Личная встреча с абсолютным мифом всегда трудна и даже опасна. Даже когда миф этот жив и неплохо себя чувствует. В случае с Оскаром Рабиным и московским зрителем такое происходило уже не раз, но после каждой выставки все оставалось на своих местах: Рабин – в качестве живой легенды, а публика – с ощущением, что поймать нимб над головой этой легенды так и не удалось.
Что мы видим на этих выставках сегодня? Темные, да просто черные, полотна Рабина: слепые окна, селедки на газете «Правда», бутылки водки, вихлястые улочки, корявые домишки, мрачные лица, мрачные города, кресты, могилы, паспорта, визы, керосиновые лампы, из года в год. С конца 1950‐х и по сей день они почти и не меняются, хотя давно покинут знаменитый барак в Лианозово и московская квартира, откуда в 1978 году Рабин с женой, художником Валентиной Кропивницкой, был выслан из страны, Москва сменилась Парижем, Трубная площадь – Эйфелевой башней, а знаменитая «барачная живопись» осталась все той же.
А что мы держим в голове при этом? Негласного лидера московского андерграунда 1960–1970‐х годов, чей дом был главным «салоном» (если это слово применимо к бараку) нонконформистской живописи (так называемый лианозовский круг) и, что не менее важно для истории культуры, нонконформистской литературы (Игорь Холин, Генрих Сапгир, Ян Сатуновский, Всеволод Некрасов). Художника, чей тихий голос настолько раздражал власти, что именно ему посвящались самые гнилые фельетоны в центральной прессе, вроде знаменитого текста «Жрецы помойки номер 8» в «Московском комсомольце» (1960). Художника, которого сделало легендой не столько его искусство как таковое, сколько его отношение к этому своему (и своих единомышленников) искусству, не допускавшее насилия ни в каком его виде. Прыжок Рабина на ковш бульдозера на той самой «Бульдозерной выставке» в Беляево в 1974‐м был не актом политического акционизма, но актом художественной воли – той, залогом которой является абсолютная свобода идеи и ее воплощения.

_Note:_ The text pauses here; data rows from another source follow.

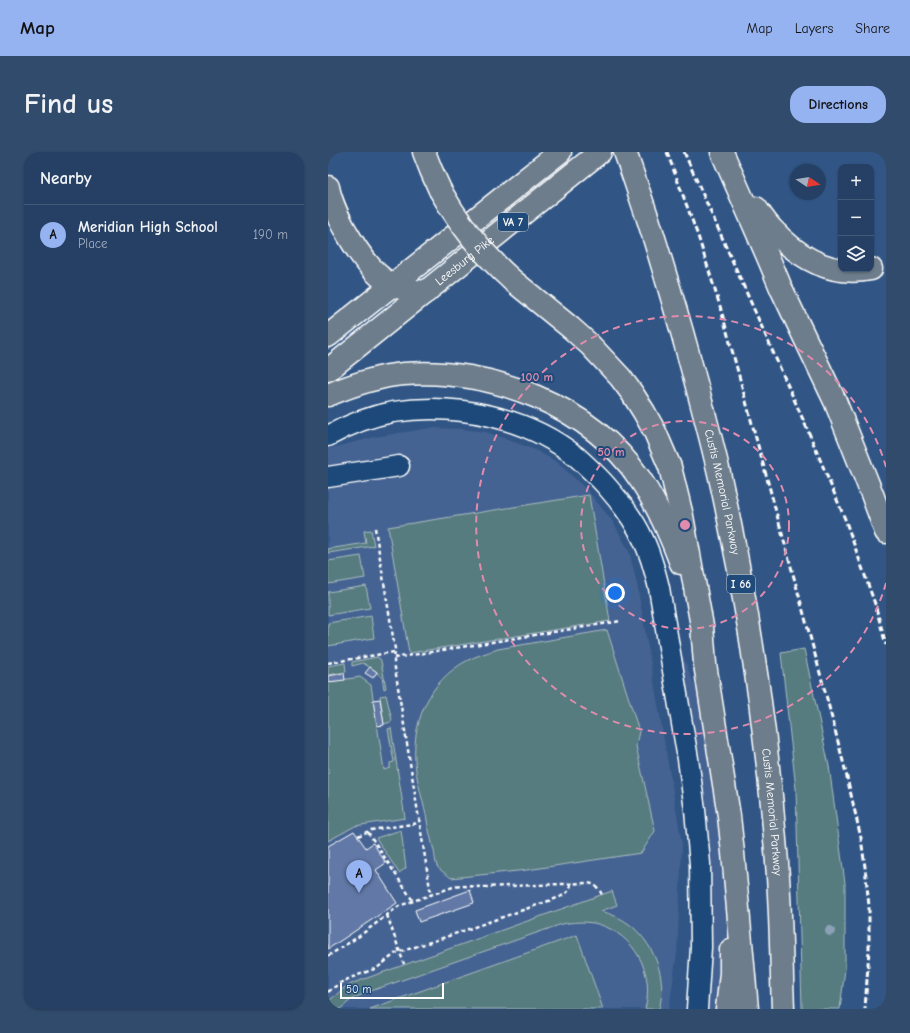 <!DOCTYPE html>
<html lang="en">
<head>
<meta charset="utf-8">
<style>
  :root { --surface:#254064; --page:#314b6d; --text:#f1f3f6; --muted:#a3afbf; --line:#425978; --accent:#95b2f1 }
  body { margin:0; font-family:"Comic Neue",sans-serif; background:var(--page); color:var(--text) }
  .controls { position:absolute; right:12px; top:12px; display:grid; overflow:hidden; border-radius:8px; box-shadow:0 1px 3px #0004 }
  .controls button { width:36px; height:36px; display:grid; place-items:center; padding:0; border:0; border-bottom:1px solid var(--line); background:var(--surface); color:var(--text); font:20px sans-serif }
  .compass { position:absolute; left:462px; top:12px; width:36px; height:36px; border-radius:50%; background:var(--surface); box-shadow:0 1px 3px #0004; rotate:102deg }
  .scale { position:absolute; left:12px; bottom:10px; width:104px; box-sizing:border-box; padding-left:4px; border:2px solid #fff; border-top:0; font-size:11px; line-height:14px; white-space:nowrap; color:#fff; -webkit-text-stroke:3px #1f4a7a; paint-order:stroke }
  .you { position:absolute; left:287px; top:441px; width:14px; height:14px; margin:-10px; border:3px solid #fff; border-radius:50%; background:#1a73e8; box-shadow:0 0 0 6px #1a73e833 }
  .badge { display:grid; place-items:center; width:26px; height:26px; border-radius:50%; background:var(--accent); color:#111; font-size:13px; font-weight:700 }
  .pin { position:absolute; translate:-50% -33px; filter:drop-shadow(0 1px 2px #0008) }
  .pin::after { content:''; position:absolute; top:21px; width:14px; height:12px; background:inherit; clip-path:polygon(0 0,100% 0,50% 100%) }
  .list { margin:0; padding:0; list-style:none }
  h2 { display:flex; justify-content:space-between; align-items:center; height:52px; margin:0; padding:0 16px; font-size:17px }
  h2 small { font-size:13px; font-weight:400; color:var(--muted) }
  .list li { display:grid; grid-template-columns:26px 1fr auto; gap:12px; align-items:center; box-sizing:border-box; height:60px; padding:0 16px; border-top:1px solid var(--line) }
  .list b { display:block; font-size:15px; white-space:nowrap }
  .list p { margin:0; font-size:13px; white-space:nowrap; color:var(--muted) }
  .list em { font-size:13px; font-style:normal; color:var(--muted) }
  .icon { flex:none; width:22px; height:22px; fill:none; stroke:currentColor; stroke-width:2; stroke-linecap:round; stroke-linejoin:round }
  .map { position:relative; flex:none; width:558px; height:857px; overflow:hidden; border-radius:16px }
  header { display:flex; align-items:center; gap:24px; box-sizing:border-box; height:56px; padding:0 20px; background:var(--accent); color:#111 }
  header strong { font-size:19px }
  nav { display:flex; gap:22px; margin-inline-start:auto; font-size:14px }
  .intro { display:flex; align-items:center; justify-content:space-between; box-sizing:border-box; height:96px; padding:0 24px }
  h1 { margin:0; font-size:28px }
  .button { padding:10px 18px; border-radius:16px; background:var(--accent); color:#111; font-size:14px; font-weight:700 }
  main { display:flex; gap:24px; padding:0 24px }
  aside { flex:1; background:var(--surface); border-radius:16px; box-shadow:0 1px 3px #0004 }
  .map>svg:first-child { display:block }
</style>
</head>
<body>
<header>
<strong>Map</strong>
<nav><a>Map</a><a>Layers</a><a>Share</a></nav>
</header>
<div class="intro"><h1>Find us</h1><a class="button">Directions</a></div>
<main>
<aside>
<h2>Nearby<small></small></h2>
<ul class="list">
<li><span class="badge">A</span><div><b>Meridian High School</b><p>Place</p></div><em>190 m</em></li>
</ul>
</aside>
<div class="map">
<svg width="558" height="857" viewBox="0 0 558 857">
  <rect width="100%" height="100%" fill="#315686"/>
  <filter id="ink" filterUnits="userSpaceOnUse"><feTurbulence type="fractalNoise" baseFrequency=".025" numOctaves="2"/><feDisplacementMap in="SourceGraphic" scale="8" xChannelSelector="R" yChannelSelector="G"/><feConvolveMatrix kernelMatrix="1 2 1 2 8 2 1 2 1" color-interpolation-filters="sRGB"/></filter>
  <g filter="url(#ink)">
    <g fill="#446392">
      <path d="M 102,276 L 133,277 L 157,280 L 178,287 L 207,298 L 229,310 L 260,339 L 285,370 L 301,399 L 309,432 L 354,692 L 349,800 L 341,857 L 0,857 L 0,297 L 47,285 Z"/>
      <path d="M 318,414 L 398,610 L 407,698 L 406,857 L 359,857 L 367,767 L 363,667 Z"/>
    </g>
    <g fill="#577b80" stroke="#abbdc0">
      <path d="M 261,343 L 282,469 L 81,501 L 60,375 Z"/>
      <path d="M 43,378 L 46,394 L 0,401 L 0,397 L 38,391 L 36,379 Z"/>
      <path d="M 33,404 L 37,426 L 0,432 L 0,409 Z"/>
      <path d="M 38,434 L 42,456 L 0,463 L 0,440 Z"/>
      <path d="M 43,464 L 46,486 L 0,494 L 0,471 Z"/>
      <path d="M 279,478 L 311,579 L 308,594 L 327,679 L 313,701 L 199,718 L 123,726 C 119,722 111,718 109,714 C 107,710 107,703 106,699 C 103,687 100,675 98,663 C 94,645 88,627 87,609 C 84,565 105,522 147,505 C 154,502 162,500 170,497 Z"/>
      <path d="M 476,497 L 501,614 L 517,731 L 517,817 L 512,857 L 474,857 L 468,637 L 453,501 Z"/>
      <path d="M 49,505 L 52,507 L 53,509 L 58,536 L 56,537 L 54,525 L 49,521 L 49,520 L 35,511 L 24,514 L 24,510 Z"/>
      <path d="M 17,511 L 18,520 L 0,523 L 0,514 Z"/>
      <path d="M 32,525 L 43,533 L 56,618 L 62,616 L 62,611 L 66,610 L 60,577 L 63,576 L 77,666 L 27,674 L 0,689 L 0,530 Z"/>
      <path d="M 58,543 L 64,568 L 63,570 L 56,572 L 52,544 Z"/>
      <path d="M 73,678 L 78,716 L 71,721 L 48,686 Z"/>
      <path d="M 284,739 L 289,753 L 273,759 C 283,762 293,766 301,772 C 326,791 340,826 331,857 L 317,857 C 327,821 307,783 270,772 C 258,769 246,770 234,772 L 40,840 L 24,847 L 12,857 L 0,857 L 0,850 L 1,849 L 16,836 L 25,831 Z"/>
      <path d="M 249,783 L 275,857 L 42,857 Z"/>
    </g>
    <g fill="#6279a7" stroke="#fff">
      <path d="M 42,515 L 49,520 L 45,526 L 37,521 Z"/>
      <path d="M 16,521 L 17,528 L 0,530 L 0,524 Z"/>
      <path d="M 52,547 L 56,573 L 49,574 L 45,548 Z"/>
      <path d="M 26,679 L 38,696 L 45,691 L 58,711 L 48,718 L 69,751 L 0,797 L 0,694 Z"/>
      <path d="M 142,738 L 146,751 L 91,770 L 87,758 Z"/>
    </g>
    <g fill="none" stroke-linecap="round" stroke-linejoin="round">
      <defs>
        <g id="minor">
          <path d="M 0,284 C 20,273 43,264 65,260 C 128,250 199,265 249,305 C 260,315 271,325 281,337 C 294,352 307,369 315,387 C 323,403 327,419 331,436 L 360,607 L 367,658 L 372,712 L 373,795 L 369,857"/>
          <path d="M 0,325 L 71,314"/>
        </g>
        <g id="major">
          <path d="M 0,184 L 232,0"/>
          <path id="s1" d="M 0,218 L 272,0"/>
        </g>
        <g id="highway">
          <path d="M 96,0 L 103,18 L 112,38"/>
          <path id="s2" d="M 297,0 C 305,22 312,44 320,67 C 332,104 343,142 354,180 C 367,227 380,273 391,321 C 419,445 438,572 448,699 C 453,751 453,804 455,857"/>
          <path d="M 394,0 L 440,105 L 453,136 L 507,249 L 544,342 L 558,380"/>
          <path d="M 0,35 C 5,63 38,121 65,133 C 75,138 87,139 98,140"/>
          <path d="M 428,56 C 433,63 438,71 445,78 C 471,106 503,125 543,117"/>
          <path d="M 184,128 L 243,176 L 262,193 L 292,225 L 304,241 L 316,260 L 327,280 L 342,315 L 354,364 L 374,474 L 377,512 L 401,664 L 405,701 L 419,857"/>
          <path d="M 0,243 C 24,233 50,224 76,222 C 162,215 263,254 312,327 C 329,352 342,382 353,411"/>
          <path d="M 399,857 L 403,821 L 403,798"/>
        </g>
      </defs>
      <use href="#minor" stroke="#fff" stroke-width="23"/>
      <use href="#major" stroke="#fff" stroke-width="25"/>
      <use href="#highway" stroke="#fff" stroke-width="25"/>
      <g stroke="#fff" stroke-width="2.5" stroke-dasharray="4 3" stroke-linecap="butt">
        <path d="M 47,376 L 67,497 L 66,510 L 103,743"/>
        <path d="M 66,506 L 293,469"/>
        <path d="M 0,511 L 66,500"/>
        <path d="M 40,680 L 85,749"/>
        <path d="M 30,684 L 43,678 L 91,671"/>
        <path d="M 59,763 L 76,812"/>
        <path d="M 0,804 L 30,785 L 71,754 L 125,735 C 136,733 146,735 157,735 L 260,731 C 267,732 271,736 274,743"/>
        <path d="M 0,840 L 12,831 L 22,826 L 49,816 L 68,801 L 112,787 L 232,745 C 238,742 242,739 243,732"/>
      </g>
      <use href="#minor" stroke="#1f4a7a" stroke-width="20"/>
      <use href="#major" stroke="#6d7d8c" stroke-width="22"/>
      <use href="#highway" stroke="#6d7d8c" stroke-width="22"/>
      <g stroke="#fff" stroke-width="3" stroke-dasharray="6 3" stroke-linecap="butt">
        <path d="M 339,0 L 370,84 L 392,154 L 498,543 L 518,621 L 533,686 L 537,715 L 541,754 L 541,798 L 537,857"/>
        <path d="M 356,0 L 481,281 L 517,367 L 547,452 L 558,493"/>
      </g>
      <defs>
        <path id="highway-bridge" d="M 112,38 C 131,72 155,102 184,128"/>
      </defs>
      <use href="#highway-bridge" stroke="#fff" stroke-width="25" stroke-linecap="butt"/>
      <use href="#highway-bridge" stroke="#6d7d8c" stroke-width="22"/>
    </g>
    <circle fill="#8ba1b7" cx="502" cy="779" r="5"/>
  </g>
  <g fill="none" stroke="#e08cad" stroke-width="2" stroke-dasharray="7 5">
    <circle cx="357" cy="373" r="104"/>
    <path d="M558 431A209 209 0 1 1 558 315"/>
  </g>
  <g text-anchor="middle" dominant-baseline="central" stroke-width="4" stroke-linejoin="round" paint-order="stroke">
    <g fill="#1f4a7a" stroke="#bcc9d7" stroke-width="1">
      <rect x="170" y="61" width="30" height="18" rx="3"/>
      <rect x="399" y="423" width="28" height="18" rx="3"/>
    </g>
    <g font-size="11" font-weight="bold" fill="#fff">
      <text x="185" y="70">VA 7</text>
      <text x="413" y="432">I 66</text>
    </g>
    <g font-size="12" fill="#fff" stroke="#1f4a7a">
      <text stroke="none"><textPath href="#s1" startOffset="175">Leesburg Pike</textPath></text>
      <text stroke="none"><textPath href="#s2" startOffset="354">Custis Memorial Parkway</textPath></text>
      <text stroke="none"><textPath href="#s2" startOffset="678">Custis Memorial Parkway</textPath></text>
    </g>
  </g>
  <circle cx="357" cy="373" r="6" fill="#e08cad" stroke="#1f4a7a" stroke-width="2"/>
  <g font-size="12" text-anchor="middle" font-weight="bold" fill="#e08cad" stroke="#1f4a7a" stroke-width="4" stroke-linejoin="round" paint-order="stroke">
    <text x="209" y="229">100 m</text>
    <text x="283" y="304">50 m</text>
  </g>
</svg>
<div class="controls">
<button>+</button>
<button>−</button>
<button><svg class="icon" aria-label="layers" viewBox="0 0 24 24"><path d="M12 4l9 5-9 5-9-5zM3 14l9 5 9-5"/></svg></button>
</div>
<svg class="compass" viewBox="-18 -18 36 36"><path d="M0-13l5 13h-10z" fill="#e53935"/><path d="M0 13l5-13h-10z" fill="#a3afbf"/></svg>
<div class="scale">50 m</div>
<div class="you"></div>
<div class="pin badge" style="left:31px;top:741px">A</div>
</div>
</main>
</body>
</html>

«Бульдозерная выставка» стала переломной – после нее советский андерграунд стал желанным гостем на Западе, а советские партработники были вынуждены как-то на все это реагировать. Реакция была разнообразной – от шага назад, когда разрешили выставку в Измайлово, до высылки все того же Рабина за границу. Высылали тогда все-таки самых опасных – Солженицына, Ростроповича с Вишневской, Льва Копелева, Ефима Эткинда. Оказавшийся во Франции Рабин в прессе тут же был окрещен «Солженицыным в живописи».
Это ли не слава? Однако именно этот флер сыграл с ним плохую шутку. В западной табели о рангах современного искусства он уже тогда был совершенно чужим – художник для кучки поклонников второго советского авангарда. В постперестроечной России его либо отправляли на задворки исторической памяти, будто это не он вчера еще делал искусство Москвы, а с молодым Пикассо просиживал штаны в кафе на Монпарнасе, либо обвиняли в самоповторах и осознанной ориентации на западного покупателя, которому именно такая наша vodochka und seljedochka и представляется верхом отражения русской души. Большие выставки Рабина в России начались с немыслимым опозданием – только в 2000‐х годах.